__PROBLEM TO SOLVE__:
From the data that follows, copy every line holding the string "Alexander".

__DATASET EXCERPTS__:
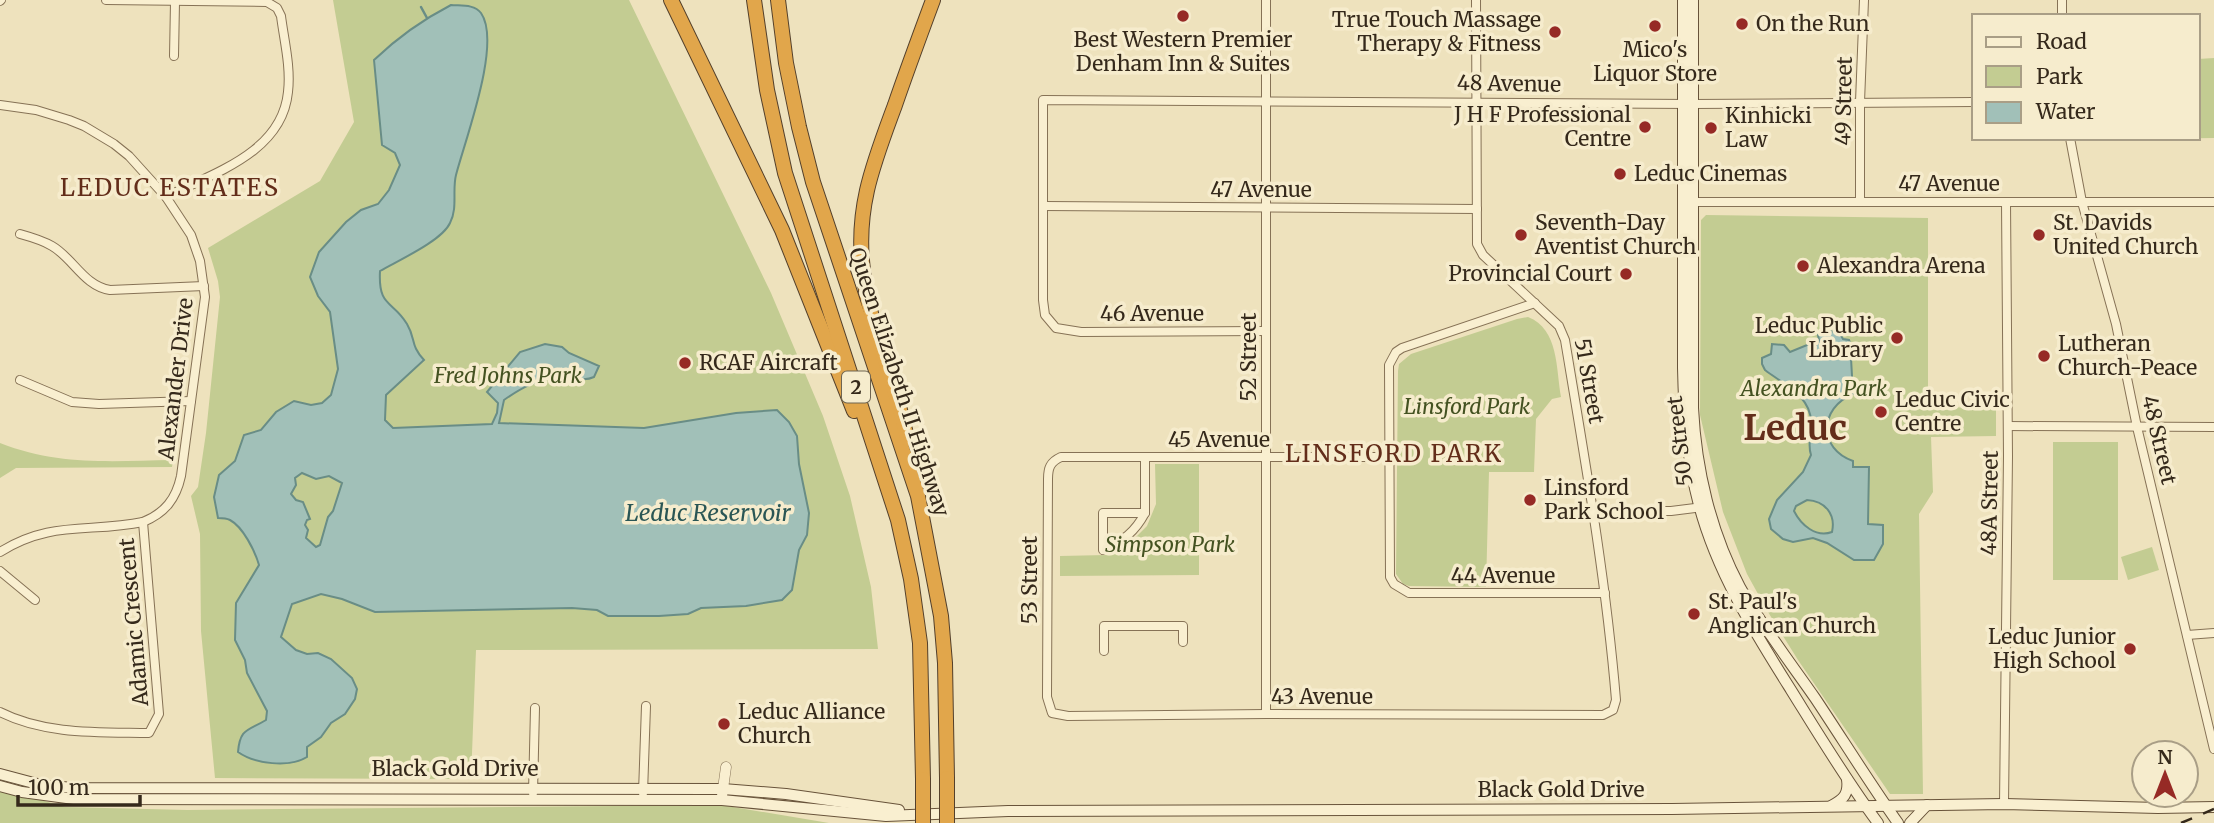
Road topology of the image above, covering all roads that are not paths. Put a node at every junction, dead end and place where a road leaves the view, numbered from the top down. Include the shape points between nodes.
1 (106, 0) edge
2 (671, 0) edge
3 (754, 0) edge
4 (778, 0) edge
5 (931, 0) edge
6 (1266, 0) edge
7 (1476, 0) edge
8 (1683, 0) edge
9 (1693, 0) edge
10 (1864, 0) edge
11 (175, 2) edge
12 (174, 56) dead end
13 (1266, 101) junction
14 (1477, 101) junction
15 (1860, 102) junction
16 (1972, 102) edge
17 (1688, 104) junction
18 (0, 106) edge
19 (2070, 140) edge
20 (166, 197) junction
21 (1688, 202) junction
22 (1860, 202) junction
23 (2006, 202) junction
24 (2082, 202) junction
25 (2214, 202) edge
26 (1044, 206) junction
27 (1266, 207) junction
28 (1477, 209) junction
29 (20, 234) dead end
30 (204, 286) junction
31 (1535, 303) junction
32 (1266, 331) junction
33 (20, 380) dead end
34 (191, 401) junction
35 (2008, 426) junction
36 (2137, 426) junction
37 (2214, 427) edge
38 (1267, 457) junction
39 (1388, 457) junction
40 (1145, 458) junction
41 (1051, 464) joint
42 (918, 496) junction
43 (1704, 507) junction
44 (1594, 511) junction
45 (1145, 513) junction
46 (898, 520) junction
47 (143, 522) junction
48 (0, 552) edge
49 (0, 571) edge
50 (1605, 593) junction
51 (35, 600) dead end
52 (2214, 633) edge
53 (2187, 635) junction
54 (1183, 642) dead end
55 (1104, 651) dead end
56 (1047, 697) joint
57 (646, 706) dead end
58 (535, 708) dead end
59 (0, 712) edge
60 (1266, 714) junction
61 (1608, 714) joint
62 (2214, 749) edge
63 (726, 767) dead end
64 (0, 775) edge
65 (1847, 779) junction
66 (0, 786) edge
67 (533, 794) junction
68 (643, 794) junction
69 (723, 794) junction
70 (2004, 804) junction
71 (1885, 805) junction
72 (1927, 805) junction
73 (1830, 806) junction
74 (1865, 806) junction
75 (2214, 807) edge
76 (923, 823) edge
77 (947, 823) edge
78 (1878, 823) edge
79 (1898, 823) edge
80 (1910, 823) edge

1 - 11 street
2 - 46 highway via 782,230
3 - 46 highway, Queen Elizabeth II Highway / 2 via 785,173
4 - 42 highway, Queen Elizabeth II Highway / 2 via 786,63 813,182
5 - 42 highway via 869,177 861,237 869,308 902,414
6 - 13 street, 52 Street
7 - 14 street, 51 Street
8 - 17 main road, 50 Street
9 - 17 main road, 50 Street
10 - 15 street, 49 Street
11 - 12 street
11 - 20 street via 273,5 281,16 288,92 278,123 260,146
13 - 14 street, 48 Avenue
13 - 26 street, 48 Avenue via 1043,100
13 - 27 street, 52 Street
14 - 17 street, 48 Avenue
14 - 28 street, 51 Street
15 - 16 street, 48 Avenue
15 - 17 street, 48 Avenue
15 - 22 street, 49 Street
17 - 21 main road, 50 Street
18 - 20 street, Alexander Drive via 54,115 84,126 129,156
19 - 24 street, 48 Street
20 - 30 street, Alexander Drive via 196,247
21 - 22 street, 47 Avenue
21 - 43 main road, 50 Street via 1694,433
22 - 23 street, 47 Avenue
23 - 24 street, 47 Avenue
23 - 35 street, 48A Street
24 - 25 street, 47 Avenue
24 - 36 street, 48 Street via 2116,324
26 - 27 street, 47 Avenue
26 - 32 street, 46 Avenue via 1045,315 1056,328 1081,332
27 - 28 street, 47 Avenue
27 - 32 street, 52 Street
28 - 31 street, 51 Street via 1479,249
29 - 30 street via 52,246 100,289
30 - 34 street, Alexander Drive
31 - 39 street via 1396,352 1389,365
31 - 44 street, 51 Street via 1559,326 1565,340
32 - 38 street, 52 Street
33 - 34 street via 72,402
34 - 47 street, Alexander Drive via 178,489 161,513
35 - 36 street
35 - 70 street, 48A Street
36 - 37 street
36 - 53 street, 48 Street
38 - 39 street, 45 Avenue
38 - 40 street, 45 Avenue
38 - 60 street, 52 Street
39 - 50 street, 44 Avenue via 1389,566 1394,584 1401,590 1421,594
40 - 41 street, 45 Avenue via 1061,457
40 - 45 street
41 - 56 street, 53 Street
42 - 77 highway, Queen Elizabeth II Highway / 2, bridge via 941,616
43 - 44 street
43 - 65 main road, 50 Street via 1717,559 1744,614
43 - 71 main road, 50 Street via 1762,623
44 - 50 street, 51 Street
45 - 45 street via 1129,535 1103,550 1103,513
46 - 76 highway, Queen Elizabeth II Highway / 2, bridge via 920,643
47 - 48 street via 50,531
47 - 59 street, Adamic Crescent via 159,714 149,733 76,732
49 - 51 street
50 - 61 street, 51 Street via 1616,700
52 - 53 street
53 - 62 street, 48 Street
54 - 55 street via 1183,626 1104,626
56 - 60 street, 43 Avenue via 1052,713 1068,716
57 - 68 street
58 - 67 street
60 - 61 street, 43 Avenue
63 - 69 street
64 - 67 main road, Black Gold Drive via 77,788
65 - 73 main road via 1849,789 1843,800
65 - 74 main road, 50 Street
66 - 67 main road, Black Gold Drive via 74,799
67 - 68 main road, Black Gold Drive
68 - 69 main road, Black Gold Drive
69 - 73 main road, Black Gold Drive via 887,816 1008,811
70 - 72 main road, Black Gold Drive
70 - 75 main road, Black Gold Drive
71 - 72 main road, Black Gold Drive
71 - 74 main road, Black Gold Drive
71 - 79 main road, 50 Street
72 - 80 main road
73 - 74 main road, Black Gold Drive
74 - 78 main road, 50 Street

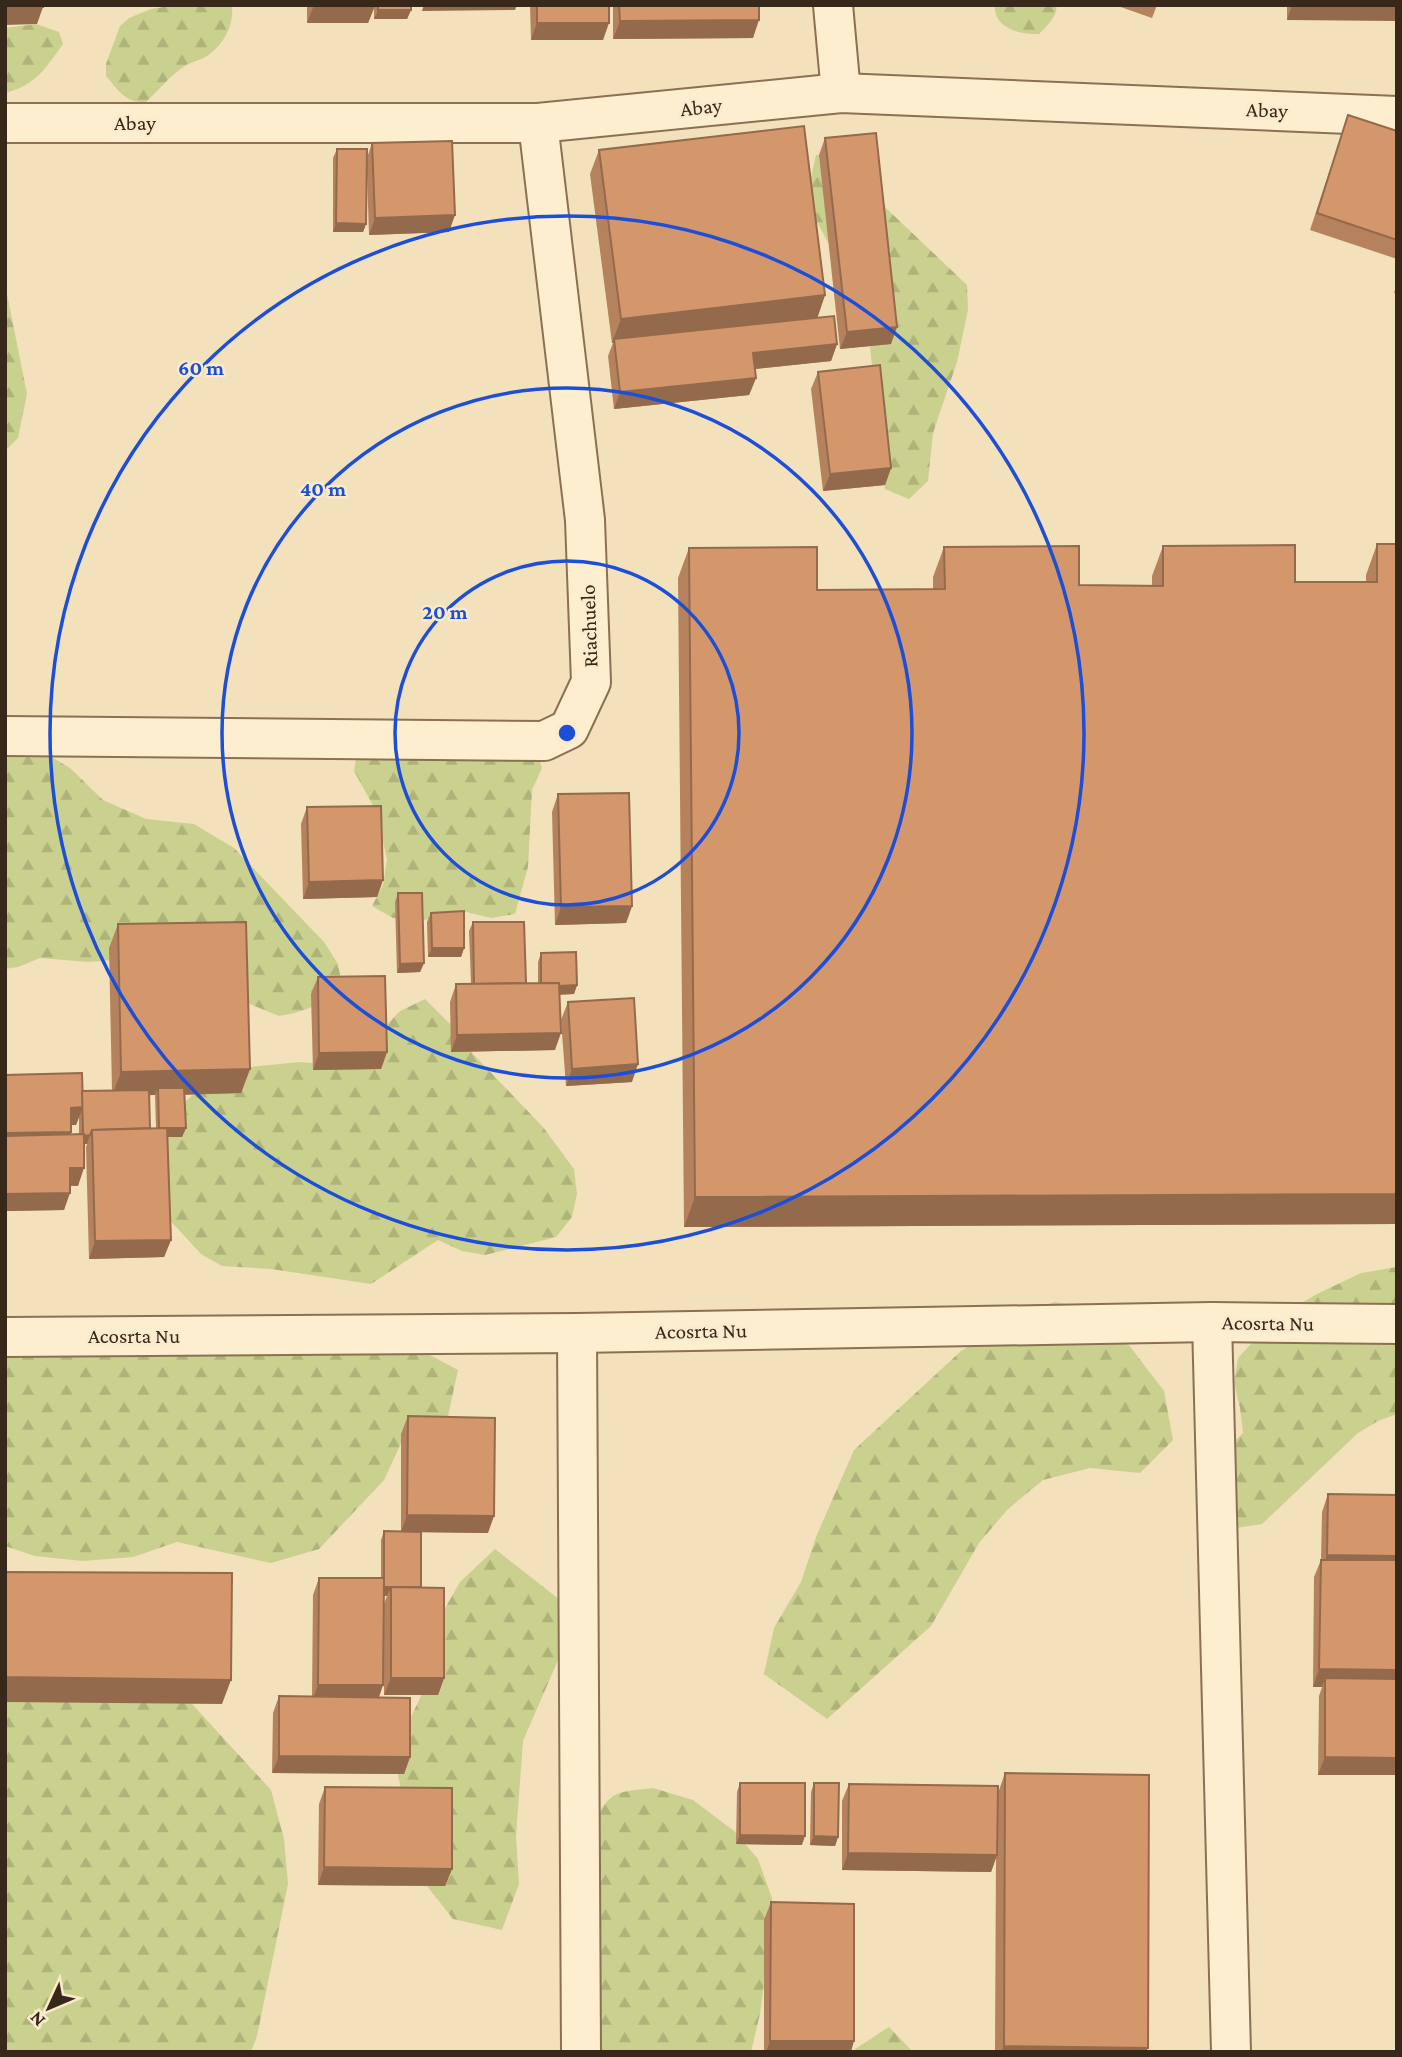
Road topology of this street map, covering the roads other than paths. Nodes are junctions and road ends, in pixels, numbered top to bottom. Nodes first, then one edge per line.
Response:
1 (833, 5) edge
2 (841, 93) junction
3 (1397, 116) edge
4 (538, 122) junction
5 (5, 123) edge
6 (5, 736) edge
7 (1212, 1322) junction
8 (1397, 1324) edge
9 (577, 1333) junction
10 (5, 1337) edge
11 (581, 2052) edge
12 (1231, 2052) edge

1 - 2 street
2 - 3 street, Abay
2 - 4 street, Abay
4 - 5 street, Abay
4 - 6 street, Riachuelo
7 - 8 street, Acosrta Nu
7 - 9 street, Acosrta Nu
7 - 12 street
9 - 10 street, Acosrta Nu
9 - 11 street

__ANSWER SECTION__:
18 - 20 street, Alexander Drive via 54,115 84,126 129,156
20 - 30 street, Alexander Drive via 196,247
30 - 34 street, Alexander Drive
34 - 47 street, Alexander Drive via 178,489 161,513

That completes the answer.